** Opening Supplied records block **

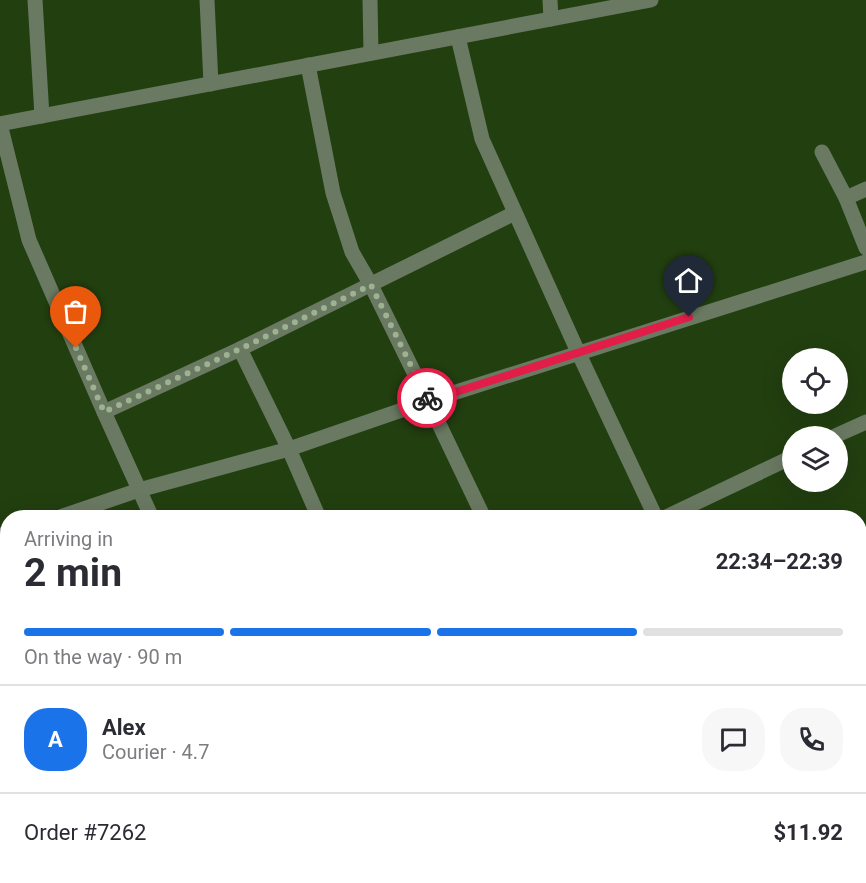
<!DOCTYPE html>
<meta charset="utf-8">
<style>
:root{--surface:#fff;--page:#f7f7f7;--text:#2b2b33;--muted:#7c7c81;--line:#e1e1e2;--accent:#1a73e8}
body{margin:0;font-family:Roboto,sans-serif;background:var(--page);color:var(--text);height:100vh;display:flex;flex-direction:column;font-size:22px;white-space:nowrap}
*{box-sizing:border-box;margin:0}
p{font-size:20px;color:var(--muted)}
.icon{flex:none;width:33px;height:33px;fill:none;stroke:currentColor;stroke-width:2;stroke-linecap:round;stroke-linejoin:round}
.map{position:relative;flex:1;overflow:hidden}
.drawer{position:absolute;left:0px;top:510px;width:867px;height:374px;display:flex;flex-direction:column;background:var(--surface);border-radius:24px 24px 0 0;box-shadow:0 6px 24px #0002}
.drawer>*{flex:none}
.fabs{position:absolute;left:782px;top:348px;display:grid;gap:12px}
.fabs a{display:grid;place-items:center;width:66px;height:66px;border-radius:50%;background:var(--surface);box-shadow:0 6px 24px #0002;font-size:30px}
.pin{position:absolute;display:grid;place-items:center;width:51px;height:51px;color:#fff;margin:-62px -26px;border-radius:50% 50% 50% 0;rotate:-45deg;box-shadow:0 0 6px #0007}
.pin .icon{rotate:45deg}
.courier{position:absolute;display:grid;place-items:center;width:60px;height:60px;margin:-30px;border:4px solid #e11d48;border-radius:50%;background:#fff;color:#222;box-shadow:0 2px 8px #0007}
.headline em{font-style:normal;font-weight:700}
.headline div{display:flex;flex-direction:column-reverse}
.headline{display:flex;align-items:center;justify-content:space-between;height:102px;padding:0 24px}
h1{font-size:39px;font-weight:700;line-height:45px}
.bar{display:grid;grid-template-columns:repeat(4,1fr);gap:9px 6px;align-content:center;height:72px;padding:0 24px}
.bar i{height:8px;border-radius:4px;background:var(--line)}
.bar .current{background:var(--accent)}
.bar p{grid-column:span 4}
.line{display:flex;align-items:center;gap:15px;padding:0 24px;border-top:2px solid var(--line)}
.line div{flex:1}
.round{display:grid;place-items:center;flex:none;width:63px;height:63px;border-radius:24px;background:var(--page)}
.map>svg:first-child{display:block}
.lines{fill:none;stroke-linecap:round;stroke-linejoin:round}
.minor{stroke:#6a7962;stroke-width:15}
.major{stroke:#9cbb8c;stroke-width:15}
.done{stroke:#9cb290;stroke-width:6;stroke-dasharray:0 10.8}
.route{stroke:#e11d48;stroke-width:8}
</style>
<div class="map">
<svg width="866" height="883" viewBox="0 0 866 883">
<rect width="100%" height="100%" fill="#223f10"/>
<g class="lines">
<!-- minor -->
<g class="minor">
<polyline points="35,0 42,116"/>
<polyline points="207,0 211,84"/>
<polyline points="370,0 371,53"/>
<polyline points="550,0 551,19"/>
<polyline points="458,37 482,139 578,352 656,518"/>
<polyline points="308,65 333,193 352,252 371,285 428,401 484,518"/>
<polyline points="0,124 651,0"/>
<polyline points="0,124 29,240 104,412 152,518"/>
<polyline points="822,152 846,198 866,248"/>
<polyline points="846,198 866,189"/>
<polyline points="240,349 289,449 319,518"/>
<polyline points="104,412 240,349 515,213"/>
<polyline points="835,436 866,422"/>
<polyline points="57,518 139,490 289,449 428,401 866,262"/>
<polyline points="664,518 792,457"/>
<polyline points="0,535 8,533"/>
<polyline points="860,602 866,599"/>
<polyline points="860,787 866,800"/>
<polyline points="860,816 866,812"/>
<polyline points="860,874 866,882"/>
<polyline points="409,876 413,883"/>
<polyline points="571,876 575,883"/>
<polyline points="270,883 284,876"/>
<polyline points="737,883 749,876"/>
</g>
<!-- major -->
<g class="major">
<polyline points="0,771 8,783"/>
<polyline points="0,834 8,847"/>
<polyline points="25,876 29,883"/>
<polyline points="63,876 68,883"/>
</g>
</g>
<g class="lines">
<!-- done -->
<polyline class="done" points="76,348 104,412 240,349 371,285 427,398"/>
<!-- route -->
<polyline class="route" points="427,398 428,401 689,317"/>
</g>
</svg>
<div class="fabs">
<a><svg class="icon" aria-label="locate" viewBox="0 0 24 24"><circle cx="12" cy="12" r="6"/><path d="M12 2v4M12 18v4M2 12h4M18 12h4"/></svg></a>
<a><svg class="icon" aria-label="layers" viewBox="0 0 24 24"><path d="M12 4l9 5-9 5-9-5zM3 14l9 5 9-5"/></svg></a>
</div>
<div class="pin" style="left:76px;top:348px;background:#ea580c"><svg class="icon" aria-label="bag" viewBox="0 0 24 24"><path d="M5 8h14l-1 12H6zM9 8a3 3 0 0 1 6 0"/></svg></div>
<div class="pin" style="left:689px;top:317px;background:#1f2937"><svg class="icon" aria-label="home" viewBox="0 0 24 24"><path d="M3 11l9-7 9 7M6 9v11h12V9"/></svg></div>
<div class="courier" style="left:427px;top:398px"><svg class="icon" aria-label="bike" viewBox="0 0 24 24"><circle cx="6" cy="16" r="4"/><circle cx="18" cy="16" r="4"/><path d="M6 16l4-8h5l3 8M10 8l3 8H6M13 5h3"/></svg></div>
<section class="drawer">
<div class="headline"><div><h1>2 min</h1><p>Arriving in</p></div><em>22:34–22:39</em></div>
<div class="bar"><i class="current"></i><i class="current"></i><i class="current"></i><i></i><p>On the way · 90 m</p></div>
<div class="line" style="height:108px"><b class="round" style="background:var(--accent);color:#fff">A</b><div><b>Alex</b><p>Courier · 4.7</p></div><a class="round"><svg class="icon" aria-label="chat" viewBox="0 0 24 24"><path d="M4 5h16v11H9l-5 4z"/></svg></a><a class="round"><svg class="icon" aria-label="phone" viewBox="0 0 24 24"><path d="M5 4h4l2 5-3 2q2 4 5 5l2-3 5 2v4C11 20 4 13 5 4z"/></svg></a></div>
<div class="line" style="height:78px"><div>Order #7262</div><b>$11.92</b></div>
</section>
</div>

** Closing Supplied records block **

— Task to carry out —
The word "muted" may appear on some lines of these records; state how many such lines there are, and nothing else.

— Task answer —
2